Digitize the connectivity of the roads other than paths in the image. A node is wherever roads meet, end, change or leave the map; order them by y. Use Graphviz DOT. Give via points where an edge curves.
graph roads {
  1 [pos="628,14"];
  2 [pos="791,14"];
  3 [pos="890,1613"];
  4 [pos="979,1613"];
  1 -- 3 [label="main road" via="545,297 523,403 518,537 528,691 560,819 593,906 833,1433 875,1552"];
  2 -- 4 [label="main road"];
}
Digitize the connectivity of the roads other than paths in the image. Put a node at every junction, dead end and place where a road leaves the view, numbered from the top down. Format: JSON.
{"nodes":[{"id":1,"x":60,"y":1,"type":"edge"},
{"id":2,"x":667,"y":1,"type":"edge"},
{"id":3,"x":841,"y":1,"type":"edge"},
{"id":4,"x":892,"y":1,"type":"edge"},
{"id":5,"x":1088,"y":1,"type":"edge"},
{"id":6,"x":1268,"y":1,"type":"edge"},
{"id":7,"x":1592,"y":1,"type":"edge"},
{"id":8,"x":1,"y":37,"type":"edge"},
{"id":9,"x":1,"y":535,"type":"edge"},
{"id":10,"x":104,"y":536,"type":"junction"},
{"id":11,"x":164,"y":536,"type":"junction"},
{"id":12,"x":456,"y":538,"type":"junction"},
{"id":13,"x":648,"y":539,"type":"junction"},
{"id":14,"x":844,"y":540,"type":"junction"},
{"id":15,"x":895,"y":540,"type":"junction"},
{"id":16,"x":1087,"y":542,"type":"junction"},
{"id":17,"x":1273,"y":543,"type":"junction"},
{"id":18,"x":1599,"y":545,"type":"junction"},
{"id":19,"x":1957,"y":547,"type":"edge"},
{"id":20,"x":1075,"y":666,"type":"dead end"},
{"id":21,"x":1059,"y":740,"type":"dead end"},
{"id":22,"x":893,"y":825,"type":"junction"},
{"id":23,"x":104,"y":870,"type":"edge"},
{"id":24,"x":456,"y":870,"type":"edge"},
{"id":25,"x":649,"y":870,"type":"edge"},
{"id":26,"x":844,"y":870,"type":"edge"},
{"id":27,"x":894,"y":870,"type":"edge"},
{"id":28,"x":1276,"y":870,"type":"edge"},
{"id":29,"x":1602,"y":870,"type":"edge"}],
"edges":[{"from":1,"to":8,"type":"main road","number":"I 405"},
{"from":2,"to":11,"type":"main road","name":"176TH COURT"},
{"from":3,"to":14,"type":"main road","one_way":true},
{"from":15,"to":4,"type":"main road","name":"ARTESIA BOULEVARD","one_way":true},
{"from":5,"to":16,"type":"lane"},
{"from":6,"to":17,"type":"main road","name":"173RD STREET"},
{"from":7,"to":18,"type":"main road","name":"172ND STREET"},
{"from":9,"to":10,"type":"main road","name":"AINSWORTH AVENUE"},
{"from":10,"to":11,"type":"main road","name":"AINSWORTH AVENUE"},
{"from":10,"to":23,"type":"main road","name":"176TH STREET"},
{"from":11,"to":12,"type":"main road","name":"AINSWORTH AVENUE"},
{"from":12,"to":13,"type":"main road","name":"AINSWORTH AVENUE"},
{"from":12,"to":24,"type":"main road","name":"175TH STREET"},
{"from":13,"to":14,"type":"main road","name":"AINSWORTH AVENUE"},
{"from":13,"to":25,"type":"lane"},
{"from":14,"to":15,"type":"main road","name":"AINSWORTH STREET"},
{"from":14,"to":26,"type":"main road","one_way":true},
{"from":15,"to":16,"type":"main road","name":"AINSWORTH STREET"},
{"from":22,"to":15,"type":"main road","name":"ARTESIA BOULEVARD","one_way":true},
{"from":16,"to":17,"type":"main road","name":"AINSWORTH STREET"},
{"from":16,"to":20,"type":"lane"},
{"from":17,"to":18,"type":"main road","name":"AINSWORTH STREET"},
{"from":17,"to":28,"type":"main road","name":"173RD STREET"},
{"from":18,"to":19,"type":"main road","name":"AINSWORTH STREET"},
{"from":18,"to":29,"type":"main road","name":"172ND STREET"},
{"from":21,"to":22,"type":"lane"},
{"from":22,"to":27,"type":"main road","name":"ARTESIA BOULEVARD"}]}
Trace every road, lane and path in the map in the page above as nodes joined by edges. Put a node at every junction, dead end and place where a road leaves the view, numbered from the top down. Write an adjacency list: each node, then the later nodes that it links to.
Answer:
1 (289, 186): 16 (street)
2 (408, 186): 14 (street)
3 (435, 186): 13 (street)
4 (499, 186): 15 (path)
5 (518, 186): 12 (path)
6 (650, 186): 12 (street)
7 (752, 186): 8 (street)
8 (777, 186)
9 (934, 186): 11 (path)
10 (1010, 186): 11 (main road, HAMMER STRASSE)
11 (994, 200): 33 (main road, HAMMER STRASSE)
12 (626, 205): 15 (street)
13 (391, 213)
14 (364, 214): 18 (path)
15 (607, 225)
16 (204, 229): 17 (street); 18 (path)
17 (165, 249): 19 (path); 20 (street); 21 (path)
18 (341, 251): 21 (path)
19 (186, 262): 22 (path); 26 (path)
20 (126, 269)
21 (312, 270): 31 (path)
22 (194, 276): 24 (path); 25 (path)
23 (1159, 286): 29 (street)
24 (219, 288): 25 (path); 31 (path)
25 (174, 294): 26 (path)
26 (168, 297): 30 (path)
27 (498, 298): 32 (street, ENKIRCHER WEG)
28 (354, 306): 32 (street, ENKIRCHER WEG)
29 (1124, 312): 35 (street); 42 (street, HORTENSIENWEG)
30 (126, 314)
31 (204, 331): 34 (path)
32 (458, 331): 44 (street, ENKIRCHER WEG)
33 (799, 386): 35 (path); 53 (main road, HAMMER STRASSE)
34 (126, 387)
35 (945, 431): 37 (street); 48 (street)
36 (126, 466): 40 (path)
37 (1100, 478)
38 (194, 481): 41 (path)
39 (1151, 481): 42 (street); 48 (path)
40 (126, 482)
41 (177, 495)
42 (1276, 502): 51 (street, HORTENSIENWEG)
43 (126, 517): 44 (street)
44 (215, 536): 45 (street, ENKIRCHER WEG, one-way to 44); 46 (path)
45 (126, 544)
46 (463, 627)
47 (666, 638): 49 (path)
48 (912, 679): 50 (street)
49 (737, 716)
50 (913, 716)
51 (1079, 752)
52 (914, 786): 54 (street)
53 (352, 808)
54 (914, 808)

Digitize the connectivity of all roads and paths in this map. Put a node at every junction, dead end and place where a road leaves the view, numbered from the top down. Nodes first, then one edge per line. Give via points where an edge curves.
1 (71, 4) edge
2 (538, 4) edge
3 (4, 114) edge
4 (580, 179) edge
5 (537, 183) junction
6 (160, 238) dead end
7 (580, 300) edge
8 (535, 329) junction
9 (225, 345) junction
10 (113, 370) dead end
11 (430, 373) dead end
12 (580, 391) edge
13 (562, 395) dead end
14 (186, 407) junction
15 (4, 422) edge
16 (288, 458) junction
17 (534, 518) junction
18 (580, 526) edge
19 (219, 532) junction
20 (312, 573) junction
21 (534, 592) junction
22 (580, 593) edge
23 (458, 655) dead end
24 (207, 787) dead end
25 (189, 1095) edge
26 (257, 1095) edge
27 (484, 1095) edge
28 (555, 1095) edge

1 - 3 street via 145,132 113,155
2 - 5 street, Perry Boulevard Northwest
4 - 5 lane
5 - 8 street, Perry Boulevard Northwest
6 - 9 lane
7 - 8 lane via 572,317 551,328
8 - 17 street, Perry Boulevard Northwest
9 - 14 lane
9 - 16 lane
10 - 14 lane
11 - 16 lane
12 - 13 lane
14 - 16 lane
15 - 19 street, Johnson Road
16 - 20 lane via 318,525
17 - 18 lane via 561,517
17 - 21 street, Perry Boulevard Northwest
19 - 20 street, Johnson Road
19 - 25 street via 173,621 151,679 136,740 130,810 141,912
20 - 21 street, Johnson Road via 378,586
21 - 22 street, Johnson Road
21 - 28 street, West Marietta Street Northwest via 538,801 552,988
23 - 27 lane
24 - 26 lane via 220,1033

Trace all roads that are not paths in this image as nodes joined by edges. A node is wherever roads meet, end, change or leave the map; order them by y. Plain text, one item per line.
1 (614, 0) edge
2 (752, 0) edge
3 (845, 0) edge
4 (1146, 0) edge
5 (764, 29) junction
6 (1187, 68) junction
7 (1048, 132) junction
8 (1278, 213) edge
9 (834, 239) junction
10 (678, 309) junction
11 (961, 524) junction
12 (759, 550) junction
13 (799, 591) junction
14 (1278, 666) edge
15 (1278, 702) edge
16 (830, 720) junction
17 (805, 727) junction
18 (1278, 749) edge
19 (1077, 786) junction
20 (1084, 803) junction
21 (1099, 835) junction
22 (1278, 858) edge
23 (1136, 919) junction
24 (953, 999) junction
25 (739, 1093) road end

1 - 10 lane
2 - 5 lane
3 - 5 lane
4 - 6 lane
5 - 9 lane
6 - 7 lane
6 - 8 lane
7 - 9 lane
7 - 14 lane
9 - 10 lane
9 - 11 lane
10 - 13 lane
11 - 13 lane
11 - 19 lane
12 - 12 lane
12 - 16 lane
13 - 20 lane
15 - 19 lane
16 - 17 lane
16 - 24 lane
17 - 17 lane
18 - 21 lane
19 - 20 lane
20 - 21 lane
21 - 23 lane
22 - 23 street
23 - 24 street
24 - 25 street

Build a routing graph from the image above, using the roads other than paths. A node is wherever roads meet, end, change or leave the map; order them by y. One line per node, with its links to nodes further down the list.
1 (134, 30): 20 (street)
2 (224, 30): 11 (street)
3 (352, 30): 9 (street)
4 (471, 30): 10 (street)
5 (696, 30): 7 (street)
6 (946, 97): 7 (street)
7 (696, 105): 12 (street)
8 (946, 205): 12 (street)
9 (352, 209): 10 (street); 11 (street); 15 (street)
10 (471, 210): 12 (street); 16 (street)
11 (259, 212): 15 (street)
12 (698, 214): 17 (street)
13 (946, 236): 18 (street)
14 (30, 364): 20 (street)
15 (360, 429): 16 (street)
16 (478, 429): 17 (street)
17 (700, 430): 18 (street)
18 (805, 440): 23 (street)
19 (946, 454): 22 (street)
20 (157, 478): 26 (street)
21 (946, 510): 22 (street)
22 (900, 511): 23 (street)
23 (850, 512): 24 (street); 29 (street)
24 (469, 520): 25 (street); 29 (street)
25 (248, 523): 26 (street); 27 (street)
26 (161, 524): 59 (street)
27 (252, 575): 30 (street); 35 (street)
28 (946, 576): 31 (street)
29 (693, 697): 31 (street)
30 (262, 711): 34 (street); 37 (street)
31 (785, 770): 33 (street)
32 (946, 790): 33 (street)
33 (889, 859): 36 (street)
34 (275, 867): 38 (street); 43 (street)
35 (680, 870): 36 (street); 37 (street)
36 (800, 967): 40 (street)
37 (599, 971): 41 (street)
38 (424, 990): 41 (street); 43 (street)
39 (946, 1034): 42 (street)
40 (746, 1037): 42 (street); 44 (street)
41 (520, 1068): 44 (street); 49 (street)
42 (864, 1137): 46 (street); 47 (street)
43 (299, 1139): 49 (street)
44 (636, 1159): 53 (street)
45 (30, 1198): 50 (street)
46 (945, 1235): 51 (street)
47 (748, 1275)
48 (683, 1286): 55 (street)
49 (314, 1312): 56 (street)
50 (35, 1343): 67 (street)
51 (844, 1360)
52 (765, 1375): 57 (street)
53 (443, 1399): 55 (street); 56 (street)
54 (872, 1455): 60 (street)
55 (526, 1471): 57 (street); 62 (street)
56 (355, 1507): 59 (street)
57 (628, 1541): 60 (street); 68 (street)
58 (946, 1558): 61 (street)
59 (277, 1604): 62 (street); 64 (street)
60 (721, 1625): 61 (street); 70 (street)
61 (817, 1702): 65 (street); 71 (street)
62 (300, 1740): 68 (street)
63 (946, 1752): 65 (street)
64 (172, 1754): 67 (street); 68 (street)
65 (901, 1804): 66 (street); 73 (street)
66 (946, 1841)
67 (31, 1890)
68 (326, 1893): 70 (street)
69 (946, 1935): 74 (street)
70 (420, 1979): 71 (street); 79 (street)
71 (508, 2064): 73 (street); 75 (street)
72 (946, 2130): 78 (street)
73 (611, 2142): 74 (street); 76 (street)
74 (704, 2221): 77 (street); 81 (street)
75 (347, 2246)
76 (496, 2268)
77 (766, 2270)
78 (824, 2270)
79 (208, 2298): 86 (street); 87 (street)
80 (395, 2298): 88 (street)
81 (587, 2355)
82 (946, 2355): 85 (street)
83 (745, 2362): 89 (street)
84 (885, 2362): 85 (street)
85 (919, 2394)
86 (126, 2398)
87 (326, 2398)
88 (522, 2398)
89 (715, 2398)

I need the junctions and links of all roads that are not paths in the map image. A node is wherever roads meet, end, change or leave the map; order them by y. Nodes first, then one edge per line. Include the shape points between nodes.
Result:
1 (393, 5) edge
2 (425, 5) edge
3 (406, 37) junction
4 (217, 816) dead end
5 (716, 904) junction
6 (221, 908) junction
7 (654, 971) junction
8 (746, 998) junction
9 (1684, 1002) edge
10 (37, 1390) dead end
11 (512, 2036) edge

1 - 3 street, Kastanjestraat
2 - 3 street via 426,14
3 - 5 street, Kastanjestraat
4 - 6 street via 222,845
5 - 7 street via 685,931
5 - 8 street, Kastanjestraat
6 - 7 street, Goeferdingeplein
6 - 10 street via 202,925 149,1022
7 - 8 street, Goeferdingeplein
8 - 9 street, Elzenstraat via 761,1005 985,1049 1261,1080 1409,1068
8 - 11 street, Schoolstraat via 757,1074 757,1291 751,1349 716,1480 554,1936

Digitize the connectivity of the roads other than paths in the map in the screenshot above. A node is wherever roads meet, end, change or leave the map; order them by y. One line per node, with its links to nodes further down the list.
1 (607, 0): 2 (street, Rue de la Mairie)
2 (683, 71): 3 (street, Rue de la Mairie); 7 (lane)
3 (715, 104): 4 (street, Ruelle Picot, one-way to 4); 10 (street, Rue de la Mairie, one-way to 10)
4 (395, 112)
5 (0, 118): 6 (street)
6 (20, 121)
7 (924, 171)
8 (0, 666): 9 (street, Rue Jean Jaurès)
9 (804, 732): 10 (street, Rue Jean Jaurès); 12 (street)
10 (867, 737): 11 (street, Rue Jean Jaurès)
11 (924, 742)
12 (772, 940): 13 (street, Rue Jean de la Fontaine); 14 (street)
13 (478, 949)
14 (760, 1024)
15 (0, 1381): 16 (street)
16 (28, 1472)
════════
ABOUT THIS EXERCISE: Work out how many lines of the data hold the string "HORTENSIENWEG". State only that number.

SOLUTION TO THIS PROBLEM: 2